The idea of this workshop is to illustrate how to be a better advisory team with real successful examples. All three principals have given us their detailed approaches to achieve this goal. They all adapt their own specific cultures to do great things, so I cannot help wondering what exclusively are Taichung's advantages. Taking on this huge responsibility this semester, I felt being overwhelmed by loads of paper work oftentimes, and I would really like to have more time with my family and also for my professional development. These two key factors are going to decide whether I want to continue with this job of mine next school year. Their stories are educational though, but I don't think I can follow in their footsteps if I have to sacrifice my family life or opportunities to keep brushing up on my English. Anyway, I'll do my best to try to strike a balance, and let's just wait and see if it works. If I fail to keep my words, then it's time to leave.

Professor Chang is sort of the godfather of English teaching in Taiwan. Beginning with the declining English proficiency test results, like Toeic,  he analyzed some of the long-lasting English learning problems, like the bipolar distribution and washback effect. In addition, he also promoted his idea of teaching English with English signs and announcements in the MRT. Following that, we were given an simple introduction to Taiwan Assessment of Student Achievement, or TASA, aiming at keeping a track of students' academic growth and thus offering more promising actions to help our students.
I do believe that we need to fundamentally change the way we assess students because teaching and learning are revolving around how to get better grades. Not too much to my surprise, I haven't seen any significant changes in both though the Open Admission System was already been announced at least three years ago. Teachers are still using numerous ready-made tests to make sure students are studying, which is  gradually taking away students' interest of learning.
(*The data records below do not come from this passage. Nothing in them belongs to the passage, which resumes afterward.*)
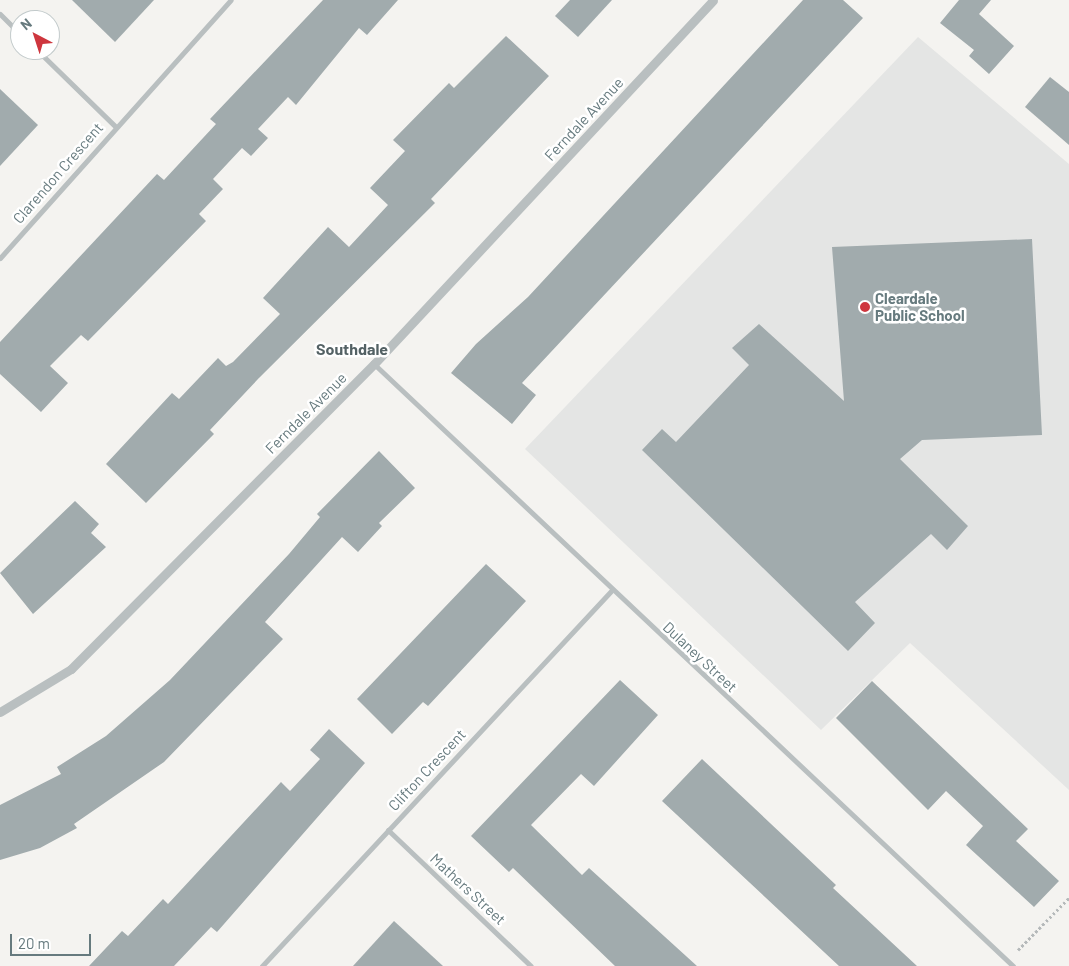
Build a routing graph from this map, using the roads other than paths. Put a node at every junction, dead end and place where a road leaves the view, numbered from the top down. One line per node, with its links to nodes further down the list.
1 (231, 0): 6 (street, Clarendon Crescent)
2 (713, 0): 8 (street, Ferndale Avenue)
3 (0, 14): 4 (street)
4 (10, 24)
5 (47, 60): 6 (street, Clarendon Crescent)
6 (115, 126): 7 (street, Clarendon Crescent)
7 (0, 258)
8 (374, 364): 9 (street, Dulaney Street); 10 (street, Ferndale Avenue)
9 (611, 591): 11 (street, Clifton Crescent); 14 (street, Dulaney Street)
10 (0, 712)
11 (388, 830): 12 (street, Clifton Crescent); 13 (street, Mathers Street)
12 (262, 966)
13 (530, 966)
14 (1012, 966)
Alternative Assessment is highly recommended because students are being provided more opportunities to apply what they learned in class and showcase their strengths. But in practice, there are still many teachers having doubts about the government's determination to uphold this policy, so they're still waiting because they think it's too time consuming. Therefore, when the new assessment rubrics were introduced, I just could immediately picture many complaints from teachers. This is not the first time that Taiwan is experiencing educational overhaul, and sadly many policies have already given in to public pressure and been twisted or even discarded. My point is that when looking back after three or five years, there is a good chance that those skeptics would proudly say "I told you", just like what they did many years ago after high-ranking officials finally admitted it has failed.
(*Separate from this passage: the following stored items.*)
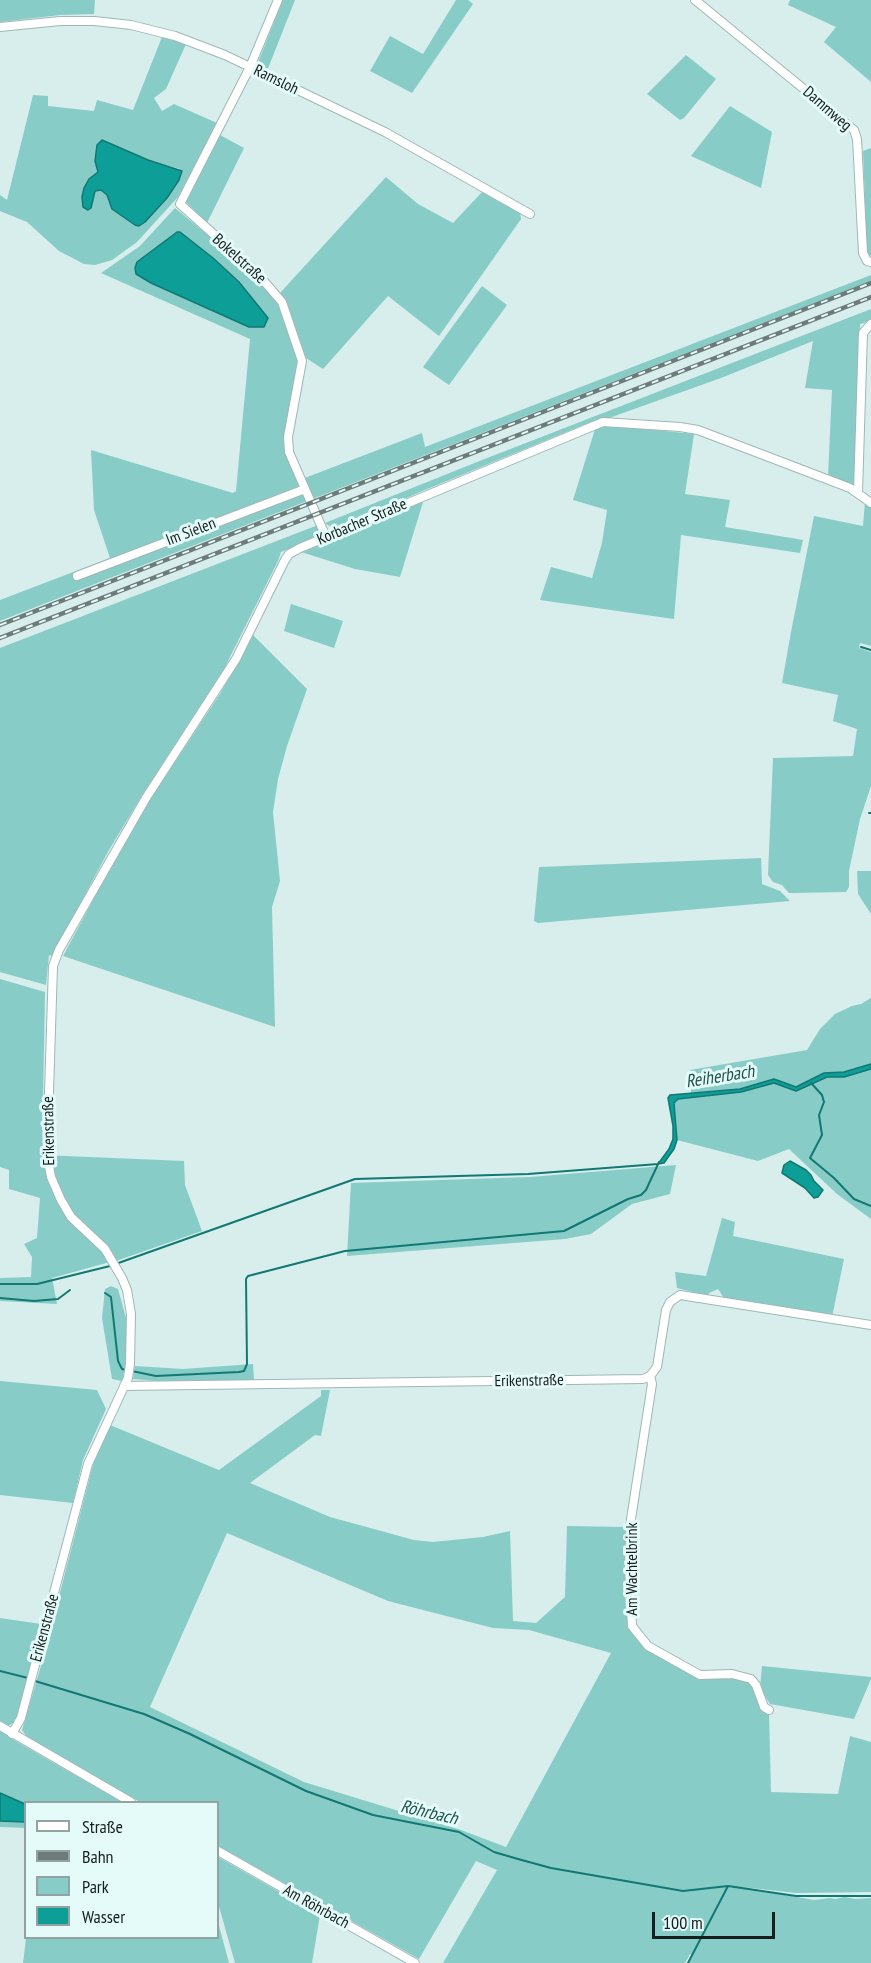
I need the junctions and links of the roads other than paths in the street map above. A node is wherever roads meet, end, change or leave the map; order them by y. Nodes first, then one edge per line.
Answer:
1 (278, 0) edge
2 (695, 0) edge
3 (0, 27) edge
4 (250, 67) junction
5 (530, 214) dead end
6 (871, 262) edge
7 (871, 324) edge
8 (305, 489) junction
9 (858, 492) junction
10 (871, 503) edge
11 (326, 537) junction
12 (77, 576) dead end
13 (56, 957) joint
14 (871, 1325) edge
15 (650, 1376) junction
16 (124, 1386) junction
17 (769, 1710) dead end
18 (0, 1726) edge
19 (12, 1734) junction
20 (128, 1801) edge
21 (219, 1852) edge
22 (415, 1963) edge

1 - 4 street, Bokelstraße
2 - 6 street, Dammweg
3 - 4 street, Ramsloh
4 - 5 street, Ramsloh
4 - 8 street, Bokelstraße
7 - 9 street
8 - 11 street, Bokelstraße
8 - 12 street, Im Sielen
9 - 10 street, Korbacher Straße
9 - 11 street, Korbacher Straße
11 - 13 street, Korbacher Straße
13 - 16 street, Erikenstraße
14 - 15 street
15 - 16 street, Erikenstraße
15 - 17 street, Am Wachtelbrink
16 - 19 street, Erikenstraße
18 - 19 street
19 - 20 street
21 - 22 street, Am Röhrbach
This is really a brand new experience that I attended this series of workshops and was surrounded by many principals. Actually, I have been under a lot of pressure mainly from completing that huge project of Taichung's. Luckily, my predecessor has been extremely helpful, and my partner, who is also a novice at this new job, is also such a good person to work with. Of course, most of the courses are beneficial and some are even inspirational, which makes me feel that there are still many dedicated principals and teachers working very hard to make this world a better place. To sum up, I'm quite pleased to be part of these workshops and get to meet so many participants from all over Taiwan, and let's hope we can all utilize our influence to help promote those good ideas to as many teachers as we can so that our students can actually benefit from those new changes.